[Stored data]

BEGIN

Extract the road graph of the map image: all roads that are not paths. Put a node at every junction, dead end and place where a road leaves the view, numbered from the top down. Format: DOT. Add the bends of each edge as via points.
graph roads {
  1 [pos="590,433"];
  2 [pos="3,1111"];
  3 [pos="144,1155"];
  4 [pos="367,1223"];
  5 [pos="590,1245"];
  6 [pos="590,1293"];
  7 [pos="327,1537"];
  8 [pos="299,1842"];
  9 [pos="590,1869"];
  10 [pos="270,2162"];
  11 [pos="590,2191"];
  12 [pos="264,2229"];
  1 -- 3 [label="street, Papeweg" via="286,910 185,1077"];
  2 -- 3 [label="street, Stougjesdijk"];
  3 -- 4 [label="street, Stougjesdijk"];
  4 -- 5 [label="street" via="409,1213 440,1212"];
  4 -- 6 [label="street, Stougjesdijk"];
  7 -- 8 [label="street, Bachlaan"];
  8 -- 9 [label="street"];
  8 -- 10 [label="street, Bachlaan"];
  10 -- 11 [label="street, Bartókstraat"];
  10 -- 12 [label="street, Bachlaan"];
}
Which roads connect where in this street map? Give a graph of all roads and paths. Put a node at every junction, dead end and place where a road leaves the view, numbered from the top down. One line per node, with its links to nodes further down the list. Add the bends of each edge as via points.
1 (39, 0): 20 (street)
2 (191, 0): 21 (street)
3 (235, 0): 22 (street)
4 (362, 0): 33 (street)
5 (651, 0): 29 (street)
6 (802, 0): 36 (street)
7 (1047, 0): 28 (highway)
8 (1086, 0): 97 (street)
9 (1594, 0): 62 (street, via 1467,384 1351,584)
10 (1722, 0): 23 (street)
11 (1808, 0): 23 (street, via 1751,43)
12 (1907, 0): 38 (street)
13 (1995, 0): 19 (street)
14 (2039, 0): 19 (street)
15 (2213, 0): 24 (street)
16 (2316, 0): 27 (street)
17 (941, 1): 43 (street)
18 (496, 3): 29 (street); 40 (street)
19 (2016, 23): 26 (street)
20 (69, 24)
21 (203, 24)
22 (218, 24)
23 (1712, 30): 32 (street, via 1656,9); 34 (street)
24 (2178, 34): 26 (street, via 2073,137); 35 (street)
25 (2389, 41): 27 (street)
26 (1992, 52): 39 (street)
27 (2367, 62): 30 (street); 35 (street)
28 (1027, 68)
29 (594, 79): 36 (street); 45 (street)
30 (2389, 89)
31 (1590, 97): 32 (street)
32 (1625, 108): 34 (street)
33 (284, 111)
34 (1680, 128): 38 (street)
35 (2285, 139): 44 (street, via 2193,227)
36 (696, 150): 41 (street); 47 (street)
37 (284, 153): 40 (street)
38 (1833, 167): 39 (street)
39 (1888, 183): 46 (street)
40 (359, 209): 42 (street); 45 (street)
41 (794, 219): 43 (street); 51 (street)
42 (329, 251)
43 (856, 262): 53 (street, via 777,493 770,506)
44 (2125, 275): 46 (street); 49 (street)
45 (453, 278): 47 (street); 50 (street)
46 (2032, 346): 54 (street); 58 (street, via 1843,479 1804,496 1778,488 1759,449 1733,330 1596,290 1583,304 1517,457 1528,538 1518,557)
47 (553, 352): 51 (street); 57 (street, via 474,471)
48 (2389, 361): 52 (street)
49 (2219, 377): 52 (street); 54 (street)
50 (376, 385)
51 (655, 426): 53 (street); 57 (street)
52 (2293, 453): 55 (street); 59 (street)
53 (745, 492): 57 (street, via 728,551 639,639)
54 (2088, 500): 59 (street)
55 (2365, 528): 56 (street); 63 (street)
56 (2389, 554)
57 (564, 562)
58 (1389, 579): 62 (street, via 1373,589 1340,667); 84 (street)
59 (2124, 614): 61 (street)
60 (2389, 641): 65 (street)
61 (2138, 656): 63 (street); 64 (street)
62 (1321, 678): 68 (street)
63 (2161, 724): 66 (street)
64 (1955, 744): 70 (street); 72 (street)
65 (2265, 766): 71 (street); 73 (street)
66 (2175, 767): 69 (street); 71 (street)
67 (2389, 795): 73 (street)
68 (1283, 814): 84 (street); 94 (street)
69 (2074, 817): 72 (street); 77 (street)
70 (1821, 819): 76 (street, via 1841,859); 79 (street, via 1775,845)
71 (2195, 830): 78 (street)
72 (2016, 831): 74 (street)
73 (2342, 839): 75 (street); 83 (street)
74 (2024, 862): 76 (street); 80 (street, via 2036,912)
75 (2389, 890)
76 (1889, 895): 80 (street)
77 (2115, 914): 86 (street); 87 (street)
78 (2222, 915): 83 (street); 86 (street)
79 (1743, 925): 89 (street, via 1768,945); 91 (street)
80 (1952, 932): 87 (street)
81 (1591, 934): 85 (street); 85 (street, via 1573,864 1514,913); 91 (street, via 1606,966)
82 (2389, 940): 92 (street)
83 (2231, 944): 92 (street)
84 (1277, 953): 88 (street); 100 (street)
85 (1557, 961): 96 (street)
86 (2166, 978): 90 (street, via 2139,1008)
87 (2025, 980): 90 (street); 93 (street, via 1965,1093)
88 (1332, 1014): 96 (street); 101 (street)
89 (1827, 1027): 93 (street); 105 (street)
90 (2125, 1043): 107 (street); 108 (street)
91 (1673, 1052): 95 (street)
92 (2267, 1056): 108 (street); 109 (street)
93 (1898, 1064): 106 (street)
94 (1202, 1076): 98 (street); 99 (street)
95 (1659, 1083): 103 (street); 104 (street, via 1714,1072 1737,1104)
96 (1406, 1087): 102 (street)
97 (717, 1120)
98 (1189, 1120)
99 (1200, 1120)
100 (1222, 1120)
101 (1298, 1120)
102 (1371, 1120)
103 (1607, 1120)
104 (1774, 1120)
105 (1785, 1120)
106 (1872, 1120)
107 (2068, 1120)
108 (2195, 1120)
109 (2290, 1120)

END

> _Work item_
Each entry above should be repeated exactly, with no line left out.

> _Response area_
Extract the road graph of the map image: all roads that are not paths. Put a node at every junction, dead end and place where a road leaves the view, numbered from the top down. Format: DOT. Add the bends of each edge as via points.
graph roads {
  1 [pos="590,433"];
  2 [pos="3,1111"];
  3 [pos="144,1155"];
  4 [pos="367,1223"];
  5 [pos="590,1245"];
  6 [pos="590,1293"];
  7 [pos="327,1537"];
  8 [pos="299,1842"];
  9 [pos="590,1869"];
  10 [pos="270,2162"];
  11 [pos="590,2191"];
  12 [pos="264,2229"];
  1 -- 3 [label="street, Papeweg" via="286,910 185,1077"];
  2 -- 3 [label="street, Stougjesdijk"];
  3 -- 4 [label="street, Stougjesdijk"];
  4 -- 5 [label="street" via="409,1213 440,1212"];
  4 -- 6 [label="street, Stougjesdijk"];
  7 -- 8 [label="street, Bachlaan"];
  8 -- 9 [label="street"];
  8 -- 10 [label="street, Bachlaan"];
  10 -- 11 [label="street, Bartókstraat"];
  10 -- 12 [label="street, Bachlaan"];
}
Which roads connect where in this street map? Give a graph of all roads and paths. Put a node at every junction, dead end and place where a road leaves the view, numbered from the top down. One line per node, with its links to nodes further down the list. Add the bends of each edge as via points.
1 (39, 0): 20 (street)
2 (191, 0): 21 (street)
3 (235, 0): 22 (street)
4 (362, 0): 33 (street)
5 (651, 0): 29 (street)
6 (802, 0): 36 (street)
7 (1047, 0): 28 (highway)
8 (1086, 0): 97 (street)
9 (1594, 0): 62 (street, via 1467,384 1351,584)
10 (1722, 0): 23 (street)
11 (1808, 0): 23 (street, via 1751,43)
12 (1907, 0): 38 (street)
13 (1995, 0): 19 (street)
14 (2039, 0): 19 (street)
15 (2213, 0): 24 (street)
16 (2316, 0): 27 (street)
17 (941, 1): 43 (street)
18 (496, 3): 29 (street); 40 (street)
19 (2016, 23): 26 (street)
20 (69, 24)
21 (203, 24)
22 (218, 24)
23 (1712, 30): 32 (street, via 1656,9); 34 (street)
24 (2178, 34): 26 (street, via 2073,137); 35 (street)
25 (2389, 41): 27 (street)
26 (1992, 52): 39 (street)
27 (2367, 62): 30 (street); 35 (street)
28 (1027, 68)
29 (594, 79): 36 (street); 45 (street)
30 (2389, 89)
31 (1590, 97): 32 (street)
32 (1625, 108): 34 (street)
33 (284, 111)
34 (1680, 128): 38 (street)
35 (2285, 139): 44 (street, via 2193,227)
36 (696, 150): 41 (street); 47 (street)
37 (284, 153): 40 (street)
38 (1833, 167): 39 (street)
39 (1888, 183): 46 (street)
40 (359, 209): 42 (street); 45 (street)
41 (794, 219): 43 (street); 51 (street)
42 (329, 251)
43 (856, 262): 53 (street, via 777,493 770,506)
44 (2125, 275): 46 (street); 49 (street)
45 (453, 278): 47 (street); 50 (street)
46 (2032, 346): 54 (street); 58 (street, via 1843,479 1804,496 1778,488 1759,449 1733,330 1596,290 1583,304 1517,457 1528,538 1518,557)
47 (553, 352): 51 (street); 57 (street, via 474,471)
48 (2389, 361): 52 (street)
49 (2219, 377): 52 (street); 54 (street)
50 (376, 385)
51 (655, 426): 53 (street); 57 (street)
52 (2293, 453): 55 (street); 59 (street)
53 (745, 492): 57 (street, via 728,551 639,639)
54 (2088, 500): 59 (street)
55 (2365, 528): 56 (street); 63 (street)
56 (2389, 554)
57 (564, 562)
58 (1389, 579): 62 (street, via 1373,589 1340,667); 84 (street)
59 (2124, 614): 61 (street)
60 (2389, 641): 65 (street)
61 (2138, 656): 63 (street); 64 (street)
62 (1321, 678): 68 (street)
63 (2161, 724): 66 (street)
64 (1955, 744): 70 (street); 72 (street)
65 (2265, 766): 71 (street); 73 (street)
66 (2175, 767): 69 (street); 71 (street)
67 (2389, 795): 73 (street)
68 (1283, 814): 84 (street); 94 (street)
69 (2074, 817): 72 (street); 77 (street)
70 (1821, 819): 76 (street, via 1841,859); 79 (street, via 1775,845)
71 (2195, 830): 78 (street)
72 (2016, 831): 74 (street)
73 (2342, 839): 75 (street); 83 (street)
74 (2024, 862): 76 (street); 80 (street, via 2036,912)
75 (2389, 890)
76 (1889, 895): 80 (street)
77 (2115, 914): 86 (street); 87 (street)
78 (2222, 915): 83 (street); 86 (street)
79 (1743, 925): 89 (street, via 1768,945); 91 (street)
80 (1952, 932): 87 (street)
81 (1591, 934): 85 (street); 85 (street, via 1573,864 1514,913); 91 (street, via 1606,966)
82 (2389, 940): 92 (street)
83 (2231, 944): 92 (street)
84 (1277, 953): 88 (street); 100 (street)
85 (1557, 961): 96 (street)
86 (2166, 978): 90 (street, via 2139,1008)
87 (2025, 980): 90 (street); 93 (street, via 1965,1093)
88 (1332, 1014): 96 (street); 101 (street)
89 (1827, 1027): 93 (street); 105 (street)
90 (2125, 1043): 107 (street); 108 (street)
91 (1673, 1052): 95 (street)
92 (2267, 1056): 108 (street); 109 (street)
93 (1898, 1064): 106 (street)
94 (1202, 1076): 98 (street); 99 (street)
95 (1659, 1083): 103 (street); 104 (street, via 1714,1072 1737,1104)
96 (1406, 1087): 102 (street)
97 (717, 1120)
98 (1189, 1120)
99 (1200, 1120)
100 (1222, 1120)
101 (1298, 1120)
102 (1371, 1120)
103 (1607, 1120)
104 (1774, 1120)
105 (1785, 1120)
106 (1872, 1120)
107 (2068, 1120)
108 (2195, 1120)
109 (2290, 1120)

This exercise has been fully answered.